:: What is expected ::
Find and copy every line in the records that includes the string "pinky".

------------------------------------

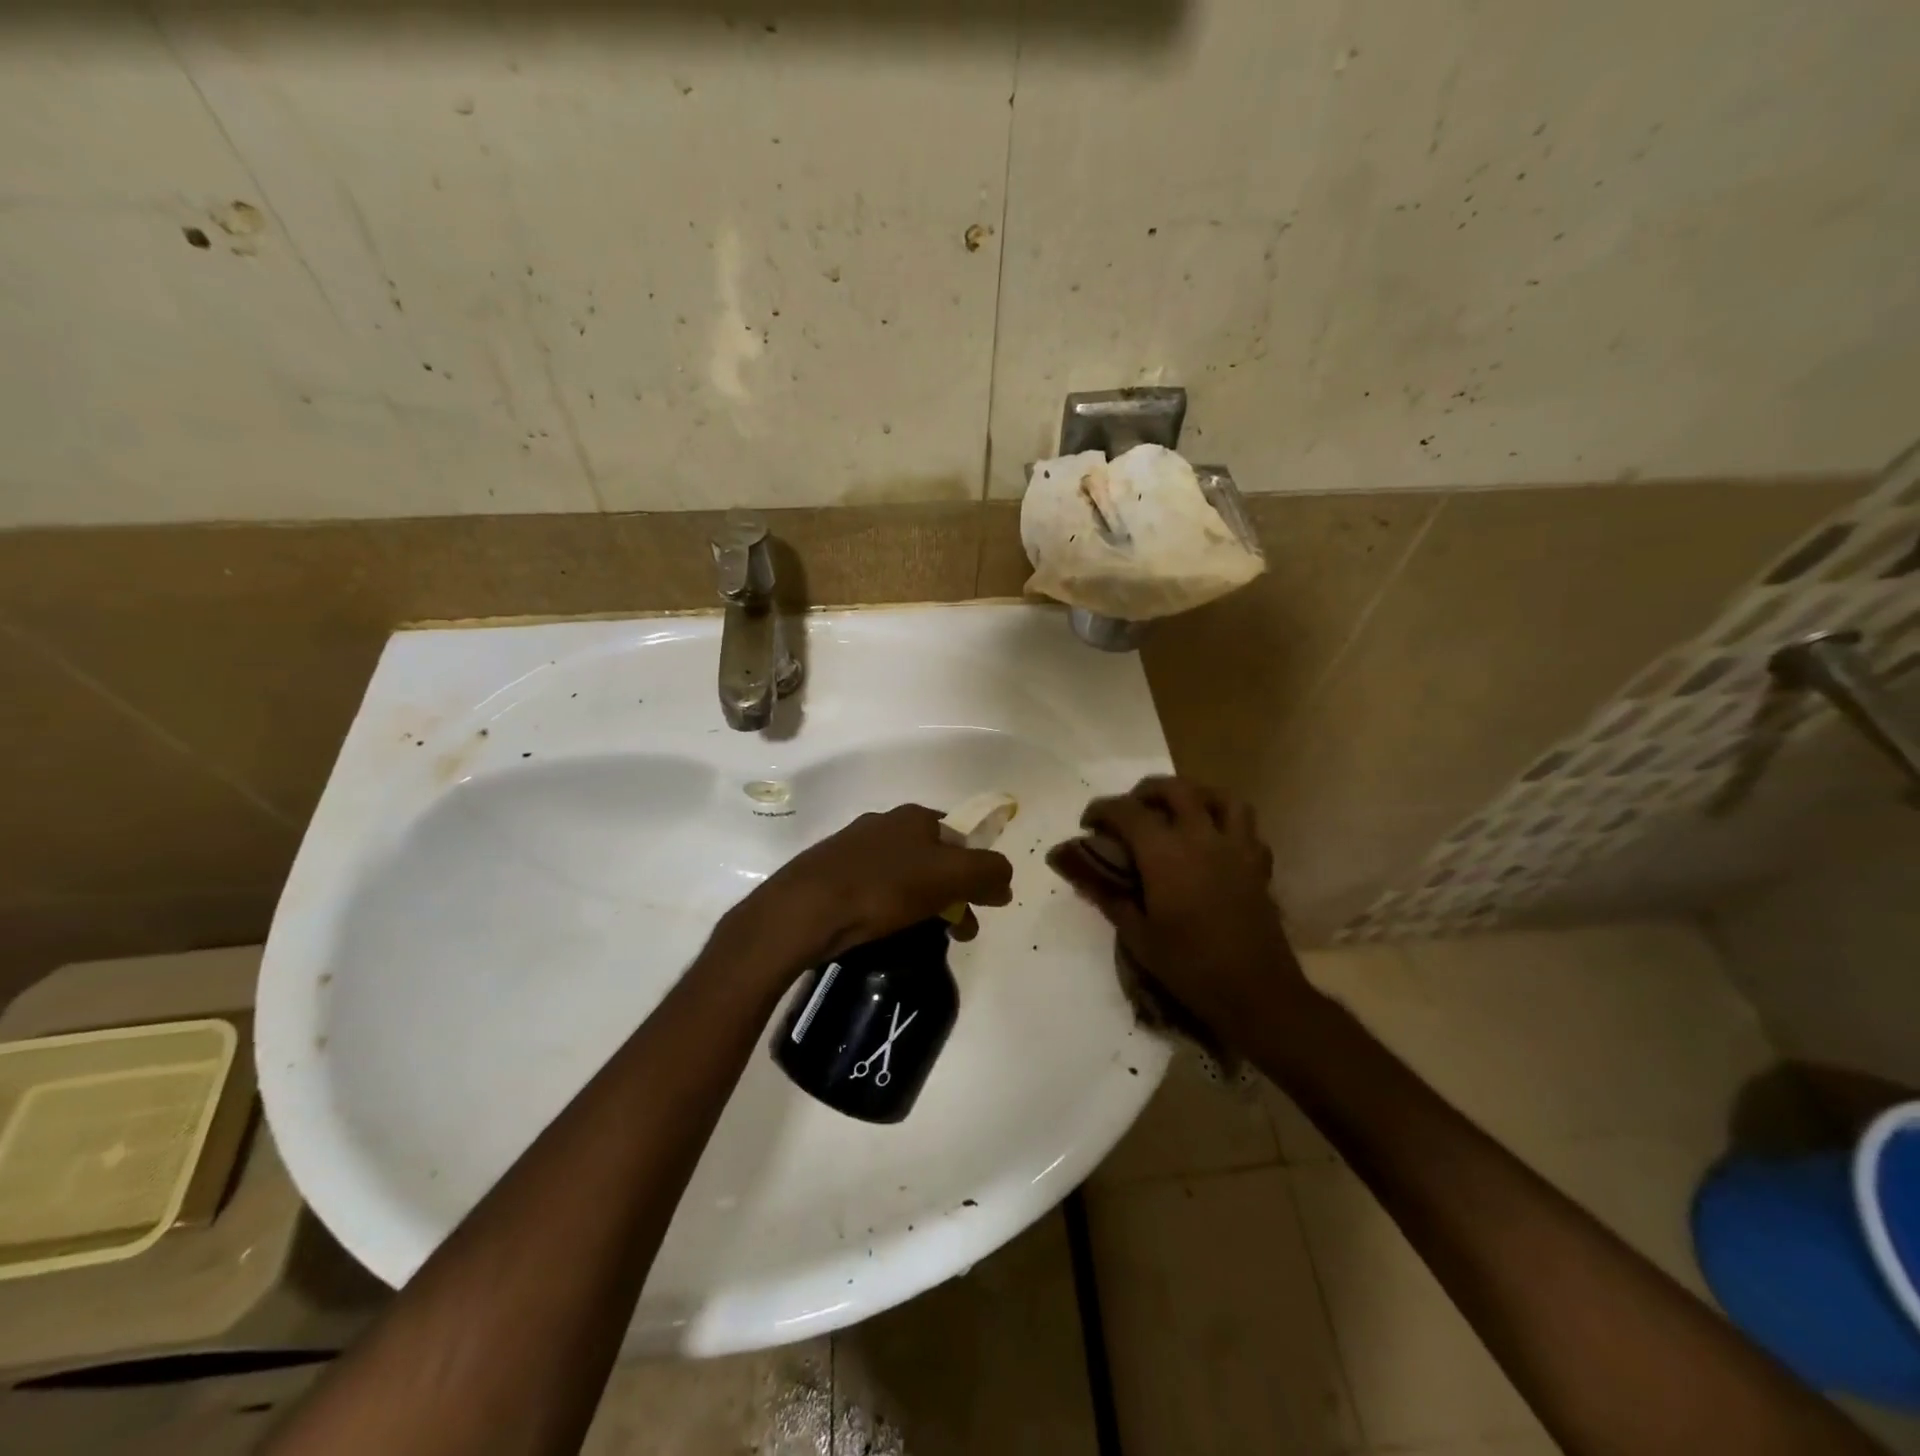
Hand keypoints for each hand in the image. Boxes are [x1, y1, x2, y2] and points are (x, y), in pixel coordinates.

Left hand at [745, 804, 1014, 972]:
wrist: (805, 909)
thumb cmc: (883, 887)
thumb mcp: (950, 877)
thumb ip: (988, 872)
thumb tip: (1004, 879)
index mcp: (915, 817)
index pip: (962, 837)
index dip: (979, 869)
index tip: (985, 904)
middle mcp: (885, 824)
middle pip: (935, 858)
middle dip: (955, 893)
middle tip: (960, 930)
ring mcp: (854, 848)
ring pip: (905, 875)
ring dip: (926, 904)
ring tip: (928, 938)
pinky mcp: (831, 873)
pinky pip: (876, 890)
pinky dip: (892, 909)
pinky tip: (888, 931)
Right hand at [1048, 776, 1309, 1038]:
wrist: (1256, 993)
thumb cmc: (1189, 966)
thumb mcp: (1138, 936)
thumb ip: (1108, 896)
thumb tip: (1079, 873)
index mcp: (1165, 853)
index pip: (1127, 811)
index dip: (1102, 810)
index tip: (1088, 824)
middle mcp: (1201, 838)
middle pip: (1175, 789)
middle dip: (1146, 792)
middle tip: (1130, 811)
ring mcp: (1236, 848)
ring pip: (1220, 797)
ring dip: (1195, 795)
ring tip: (1178, 812)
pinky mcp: (1258, 865)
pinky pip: (1247, 827)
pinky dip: (1227, 823)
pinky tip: (1214, 842)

------------------------------------

:: Exercise output ::
pinky mcp: (831, 873)
pinky pip: (876, 890)
pinky dip: (892, 909)
pinky tip: (888, 931)
pinky mcp: (1258, 865)
pinky pip: (1247, 827)
pinky dip: (1227, 823)
pinky tip: (1214, 842)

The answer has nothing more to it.